### What is required
From the entries below, copy each line in which the word "Mosala" occurs.

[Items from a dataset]
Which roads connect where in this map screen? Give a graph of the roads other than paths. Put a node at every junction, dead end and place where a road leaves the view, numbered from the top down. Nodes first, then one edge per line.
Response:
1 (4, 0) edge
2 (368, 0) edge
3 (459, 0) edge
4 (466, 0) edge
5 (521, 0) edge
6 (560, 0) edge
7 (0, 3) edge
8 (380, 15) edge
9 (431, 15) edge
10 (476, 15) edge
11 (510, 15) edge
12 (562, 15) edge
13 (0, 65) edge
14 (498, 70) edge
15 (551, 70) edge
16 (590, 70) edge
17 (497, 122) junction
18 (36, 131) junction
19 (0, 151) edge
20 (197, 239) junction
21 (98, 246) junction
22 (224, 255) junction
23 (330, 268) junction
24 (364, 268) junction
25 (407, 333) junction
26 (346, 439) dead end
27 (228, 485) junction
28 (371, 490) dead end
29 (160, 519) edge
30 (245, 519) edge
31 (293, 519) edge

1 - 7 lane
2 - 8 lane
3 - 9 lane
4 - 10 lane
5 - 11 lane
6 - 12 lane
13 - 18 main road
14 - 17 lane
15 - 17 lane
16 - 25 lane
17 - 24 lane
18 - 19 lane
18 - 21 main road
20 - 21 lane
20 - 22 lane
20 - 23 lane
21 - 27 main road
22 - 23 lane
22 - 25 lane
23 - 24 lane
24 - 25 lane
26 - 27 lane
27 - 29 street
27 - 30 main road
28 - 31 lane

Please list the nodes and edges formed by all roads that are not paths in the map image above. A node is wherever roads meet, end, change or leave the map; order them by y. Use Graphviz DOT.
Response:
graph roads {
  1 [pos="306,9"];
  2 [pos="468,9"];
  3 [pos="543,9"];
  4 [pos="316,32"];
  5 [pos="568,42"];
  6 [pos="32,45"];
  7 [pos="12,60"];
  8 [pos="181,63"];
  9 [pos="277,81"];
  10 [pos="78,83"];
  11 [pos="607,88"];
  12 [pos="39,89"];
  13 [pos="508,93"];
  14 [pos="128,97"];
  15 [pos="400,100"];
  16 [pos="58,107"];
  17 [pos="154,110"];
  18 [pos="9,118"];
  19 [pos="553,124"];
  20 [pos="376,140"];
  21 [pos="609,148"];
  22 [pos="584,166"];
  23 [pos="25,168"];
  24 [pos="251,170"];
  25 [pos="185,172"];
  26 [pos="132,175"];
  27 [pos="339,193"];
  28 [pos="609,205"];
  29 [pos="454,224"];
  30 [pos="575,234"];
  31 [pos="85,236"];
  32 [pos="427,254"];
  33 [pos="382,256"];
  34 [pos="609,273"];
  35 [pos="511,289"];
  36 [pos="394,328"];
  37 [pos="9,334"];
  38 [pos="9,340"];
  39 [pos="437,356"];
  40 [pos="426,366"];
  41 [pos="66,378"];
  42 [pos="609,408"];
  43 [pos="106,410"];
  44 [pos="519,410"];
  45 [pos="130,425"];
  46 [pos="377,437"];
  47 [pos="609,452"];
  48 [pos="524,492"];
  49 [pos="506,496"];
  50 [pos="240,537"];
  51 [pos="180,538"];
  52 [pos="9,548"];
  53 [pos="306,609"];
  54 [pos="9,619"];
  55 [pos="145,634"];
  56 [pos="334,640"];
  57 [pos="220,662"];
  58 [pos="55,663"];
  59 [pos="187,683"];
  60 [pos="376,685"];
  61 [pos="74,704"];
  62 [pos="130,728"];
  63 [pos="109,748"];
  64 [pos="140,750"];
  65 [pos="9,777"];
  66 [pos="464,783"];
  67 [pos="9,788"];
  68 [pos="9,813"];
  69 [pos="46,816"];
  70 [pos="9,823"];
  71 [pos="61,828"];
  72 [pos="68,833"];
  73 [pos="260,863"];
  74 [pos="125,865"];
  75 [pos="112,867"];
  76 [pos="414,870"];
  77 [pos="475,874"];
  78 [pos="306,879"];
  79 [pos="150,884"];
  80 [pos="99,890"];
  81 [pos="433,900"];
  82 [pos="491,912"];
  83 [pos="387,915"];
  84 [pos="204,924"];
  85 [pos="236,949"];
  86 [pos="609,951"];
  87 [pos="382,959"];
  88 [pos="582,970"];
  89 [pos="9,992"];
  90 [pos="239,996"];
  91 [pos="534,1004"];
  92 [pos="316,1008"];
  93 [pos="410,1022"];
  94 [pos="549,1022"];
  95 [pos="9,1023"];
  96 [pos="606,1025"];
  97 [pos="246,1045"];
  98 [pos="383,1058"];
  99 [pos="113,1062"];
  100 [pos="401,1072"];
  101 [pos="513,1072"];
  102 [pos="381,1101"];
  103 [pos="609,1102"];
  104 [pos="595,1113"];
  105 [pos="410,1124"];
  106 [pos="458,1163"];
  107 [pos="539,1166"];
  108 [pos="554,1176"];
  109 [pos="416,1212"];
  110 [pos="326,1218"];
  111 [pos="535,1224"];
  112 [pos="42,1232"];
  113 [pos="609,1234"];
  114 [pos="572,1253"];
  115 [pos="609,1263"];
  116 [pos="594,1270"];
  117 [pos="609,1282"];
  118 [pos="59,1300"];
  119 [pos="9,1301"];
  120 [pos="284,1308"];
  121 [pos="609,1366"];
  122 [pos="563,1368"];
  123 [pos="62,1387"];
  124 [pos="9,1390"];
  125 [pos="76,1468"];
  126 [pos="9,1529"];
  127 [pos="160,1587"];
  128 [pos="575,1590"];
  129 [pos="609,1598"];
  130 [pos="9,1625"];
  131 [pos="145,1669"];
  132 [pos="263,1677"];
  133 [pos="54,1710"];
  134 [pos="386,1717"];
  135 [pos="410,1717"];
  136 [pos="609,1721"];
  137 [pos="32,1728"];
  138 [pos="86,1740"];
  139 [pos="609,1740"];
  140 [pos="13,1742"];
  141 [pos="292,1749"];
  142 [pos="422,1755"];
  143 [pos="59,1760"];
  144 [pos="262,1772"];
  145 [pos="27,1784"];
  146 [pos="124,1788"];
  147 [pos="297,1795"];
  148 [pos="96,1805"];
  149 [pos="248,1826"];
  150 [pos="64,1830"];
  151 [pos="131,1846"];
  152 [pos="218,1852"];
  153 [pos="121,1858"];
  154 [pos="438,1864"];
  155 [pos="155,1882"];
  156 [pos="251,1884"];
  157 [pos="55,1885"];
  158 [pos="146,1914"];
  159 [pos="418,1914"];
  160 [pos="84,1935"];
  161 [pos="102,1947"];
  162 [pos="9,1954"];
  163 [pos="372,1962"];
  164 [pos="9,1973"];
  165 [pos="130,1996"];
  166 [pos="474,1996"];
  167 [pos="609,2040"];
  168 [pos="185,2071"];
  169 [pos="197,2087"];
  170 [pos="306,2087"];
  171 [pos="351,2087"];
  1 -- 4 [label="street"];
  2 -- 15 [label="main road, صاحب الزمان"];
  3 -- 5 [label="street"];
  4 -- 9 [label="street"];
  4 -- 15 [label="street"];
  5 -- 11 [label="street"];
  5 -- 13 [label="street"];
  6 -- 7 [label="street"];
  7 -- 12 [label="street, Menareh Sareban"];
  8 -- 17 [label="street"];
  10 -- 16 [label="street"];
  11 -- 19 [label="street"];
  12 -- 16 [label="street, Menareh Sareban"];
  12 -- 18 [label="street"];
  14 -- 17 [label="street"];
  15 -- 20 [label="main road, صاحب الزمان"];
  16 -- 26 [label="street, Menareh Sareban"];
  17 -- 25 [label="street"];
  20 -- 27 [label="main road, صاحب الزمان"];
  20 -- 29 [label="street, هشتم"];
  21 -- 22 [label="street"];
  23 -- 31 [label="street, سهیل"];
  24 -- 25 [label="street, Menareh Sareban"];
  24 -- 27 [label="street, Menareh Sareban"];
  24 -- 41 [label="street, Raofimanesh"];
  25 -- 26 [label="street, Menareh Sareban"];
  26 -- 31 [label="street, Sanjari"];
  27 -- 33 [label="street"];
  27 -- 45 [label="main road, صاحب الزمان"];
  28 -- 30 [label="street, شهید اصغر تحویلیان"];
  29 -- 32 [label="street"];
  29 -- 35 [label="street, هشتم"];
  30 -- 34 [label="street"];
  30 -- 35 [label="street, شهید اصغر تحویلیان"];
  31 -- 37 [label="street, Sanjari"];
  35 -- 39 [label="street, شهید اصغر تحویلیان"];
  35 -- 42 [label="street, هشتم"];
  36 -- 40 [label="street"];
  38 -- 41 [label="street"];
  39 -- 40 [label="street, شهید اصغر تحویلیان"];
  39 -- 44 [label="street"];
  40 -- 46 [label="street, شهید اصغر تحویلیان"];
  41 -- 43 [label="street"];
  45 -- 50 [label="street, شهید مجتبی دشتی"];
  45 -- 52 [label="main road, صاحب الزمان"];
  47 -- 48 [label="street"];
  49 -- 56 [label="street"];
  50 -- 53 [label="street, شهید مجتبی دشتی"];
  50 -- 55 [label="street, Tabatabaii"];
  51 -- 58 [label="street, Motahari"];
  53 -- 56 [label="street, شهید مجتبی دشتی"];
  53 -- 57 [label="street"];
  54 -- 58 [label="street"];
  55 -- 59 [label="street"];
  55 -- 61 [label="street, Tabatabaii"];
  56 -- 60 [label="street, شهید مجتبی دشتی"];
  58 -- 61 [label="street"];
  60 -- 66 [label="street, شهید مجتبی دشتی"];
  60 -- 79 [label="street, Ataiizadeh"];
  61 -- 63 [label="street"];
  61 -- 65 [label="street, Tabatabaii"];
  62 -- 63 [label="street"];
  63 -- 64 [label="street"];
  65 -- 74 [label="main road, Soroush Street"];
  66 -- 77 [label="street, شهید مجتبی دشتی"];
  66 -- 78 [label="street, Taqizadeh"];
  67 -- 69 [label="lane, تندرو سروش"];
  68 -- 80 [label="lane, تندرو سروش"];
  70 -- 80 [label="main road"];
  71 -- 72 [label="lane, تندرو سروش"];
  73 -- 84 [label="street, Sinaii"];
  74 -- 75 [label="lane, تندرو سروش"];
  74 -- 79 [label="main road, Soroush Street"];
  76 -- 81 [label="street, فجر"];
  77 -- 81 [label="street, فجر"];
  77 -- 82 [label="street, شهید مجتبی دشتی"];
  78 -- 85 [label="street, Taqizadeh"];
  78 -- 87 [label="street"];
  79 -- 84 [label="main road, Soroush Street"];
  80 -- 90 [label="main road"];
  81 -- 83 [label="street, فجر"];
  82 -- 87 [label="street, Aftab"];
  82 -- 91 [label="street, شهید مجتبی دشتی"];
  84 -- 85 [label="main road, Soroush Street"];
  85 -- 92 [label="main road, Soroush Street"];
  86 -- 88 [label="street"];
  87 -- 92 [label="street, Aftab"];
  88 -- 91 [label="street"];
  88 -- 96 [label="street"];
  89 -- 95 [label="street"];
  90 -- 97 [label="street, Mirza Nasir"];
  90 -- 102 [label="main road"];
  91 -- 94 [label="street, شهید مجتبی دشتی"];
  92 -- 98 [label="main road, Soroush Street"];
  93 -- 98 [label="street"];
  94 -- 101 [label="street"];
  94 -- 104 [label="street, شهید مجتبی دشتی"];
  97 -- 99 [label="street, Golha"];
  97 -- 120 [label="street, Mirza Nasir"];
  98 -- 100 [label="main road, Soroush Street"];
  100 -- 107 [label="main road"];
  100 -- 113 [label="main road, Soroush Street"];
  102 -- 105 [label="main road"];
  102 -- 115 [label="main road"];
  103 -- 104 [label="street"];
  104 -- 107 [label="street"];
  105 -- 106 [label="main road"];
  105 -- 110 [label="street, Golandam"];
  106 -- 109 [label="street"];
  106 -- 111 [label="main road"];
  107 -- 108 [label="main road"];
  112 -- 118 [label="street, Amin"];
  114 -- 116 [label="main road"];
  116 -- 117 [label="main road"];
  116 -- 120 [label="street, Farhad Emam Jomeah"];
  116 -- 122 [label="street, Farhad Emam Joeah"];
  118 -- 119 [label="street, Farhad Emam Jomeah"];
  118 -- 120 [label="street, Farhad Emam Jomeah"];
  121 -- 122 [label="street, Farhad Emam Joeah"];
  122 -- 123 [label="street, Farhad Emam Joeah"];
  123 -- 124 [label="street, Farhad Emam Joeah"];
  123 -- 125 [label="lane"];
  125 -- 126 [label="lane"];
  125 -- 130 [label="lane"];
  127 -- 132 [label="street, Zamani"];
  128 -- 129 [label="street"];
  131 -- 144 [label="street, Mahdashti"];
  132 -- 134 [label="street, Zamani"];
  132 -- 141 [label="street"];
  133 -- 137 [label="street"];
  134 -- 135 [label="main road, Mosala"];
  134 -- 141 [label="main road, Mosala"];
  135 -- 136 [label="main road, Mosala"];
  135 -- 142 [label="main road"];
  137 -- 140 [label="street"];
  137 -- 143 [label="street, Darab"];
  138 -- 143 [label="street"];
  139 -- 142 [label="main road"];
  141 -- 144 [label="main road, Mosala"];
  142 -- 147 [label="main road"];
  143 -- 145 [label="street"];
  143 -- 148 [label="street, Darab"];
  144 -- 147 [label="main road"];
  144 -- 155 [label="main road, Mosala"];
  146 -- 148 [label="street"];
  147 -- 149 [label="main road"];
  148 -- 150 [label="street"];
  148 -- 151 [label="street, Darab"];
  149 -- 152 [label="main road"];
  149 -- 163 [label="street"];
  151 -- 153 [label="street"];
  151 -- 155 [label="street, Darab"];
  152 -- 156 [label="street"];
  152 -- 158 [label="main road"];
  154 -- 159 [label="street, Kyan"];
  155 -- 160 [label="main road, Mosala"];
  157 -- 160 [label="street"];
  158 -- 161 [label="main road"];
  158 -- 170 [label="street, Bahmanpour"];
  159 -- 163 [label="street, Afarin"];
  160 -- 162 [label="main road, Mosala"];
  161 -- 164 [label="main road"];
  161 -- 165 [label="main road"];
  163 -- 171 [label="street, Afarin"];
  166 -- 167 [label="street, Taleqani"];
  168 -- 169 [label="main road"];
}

### Answer to the problem
  134 -- 135 [label="main road, Mosala"];
  134 -- 141 [label="main road, Mosala"];
  135 -- 136 [label="main road, Mosala"];
  141 -- 144 [label="main road, Mosala"];
  144 -- 155 [label="main road, Mosala"];
  155 -- 160 [label="main road, Mosala"];
  160 -- 162 [label="main road, Mosala"];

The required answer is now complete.